Communications Admin • September 9, 2013
The Department of Housing and Urban Development (HUD) issued a notice in the Federal Register on August 6, to provide information on how the reauthorization of the Violence Against Women Act 2013 (VAWA 2013) will apply to HUD programs. Enacted on March 7, 2013, VAWA 2013 was designed to protect both adult and child victims of domestic violence, dating violence, sexual assault, and stalking.

VAWA 2013 expands the original applicability beyond public housing and Section 8 tenant-based and project-based rental assistance programs and now includes:
  • Low Income Housing Tax Credit (Housing Credit)
  • Section 202 Housing for the Elderly
  • Section 811 Housing for Persons With Disabilities
  • Housing Opportunities for Persons with AIDS (HOPWA)
  • HOME Investment Partnerships (HOME)
  • Section 221(d) mortgage insurance
  • Section 236 mortgage insurance programs
  • Other rural housing assistance programs (authorized by the Housing Act of 1949)

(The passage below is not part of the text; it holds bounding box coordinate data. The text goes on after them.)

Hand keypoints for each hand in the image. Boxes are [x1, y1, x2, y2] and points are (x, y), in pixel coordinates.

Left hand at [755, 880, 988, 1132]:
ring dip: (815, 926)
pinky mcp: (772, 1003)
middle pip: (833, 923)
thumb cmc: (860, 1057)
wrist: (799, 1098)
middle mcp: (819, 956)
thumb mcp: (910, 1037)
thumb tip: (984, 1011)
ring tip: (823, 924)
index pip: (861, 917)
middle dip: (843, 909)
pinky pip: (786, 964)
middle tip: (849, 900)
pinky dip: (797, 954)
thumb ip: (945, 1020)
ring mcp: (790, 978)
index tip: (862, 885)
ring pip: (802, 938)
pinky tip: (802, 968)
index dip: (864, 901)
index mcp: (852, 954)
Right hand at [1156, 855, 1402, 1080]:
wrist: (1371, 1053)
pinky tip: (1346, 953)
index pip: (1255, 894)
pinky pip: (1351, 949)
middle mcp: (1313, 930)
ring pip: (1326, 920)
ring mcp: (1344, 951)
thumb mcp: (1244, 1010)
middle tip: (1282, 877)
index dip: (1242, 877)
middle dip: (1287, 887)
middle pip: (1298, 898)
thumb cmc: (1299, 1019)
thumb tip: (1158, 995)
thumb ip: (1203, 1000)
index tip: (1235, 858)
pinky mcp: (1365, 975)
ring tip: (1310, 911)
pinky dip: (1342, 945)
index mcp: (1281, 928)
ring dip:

Notable expansions in VAWA 2013 include replacing “immediate family member” with “affiliated individual” as it relates to prohibiting the termination of assistance because of criminal activity relating to domestic or dating violence, sexual assault, or stalking. If the tenant or “affiliated individual” is the victim of criminal activity described above, it cannot be cause for ending assistance or occupancy rights.

Other expansions include:
  • Extending housing protections to survivors of sexual assault
  • Adding “intimate partner to the list of eligible relationships under the domestic violence definition
  • Click here to read the entire notice for more expansions.
HUD is also inviting comments from HUD program participants and interested members of the community until October 7, 2013, to help HUD as it continues to create guidance and regulations. HUD encourages electronic submission of comments, and commenters should search by docket number: FR–5720–N–01. You can also find additional information from the National Council of State Housing Agencies and the National Housing Law Project.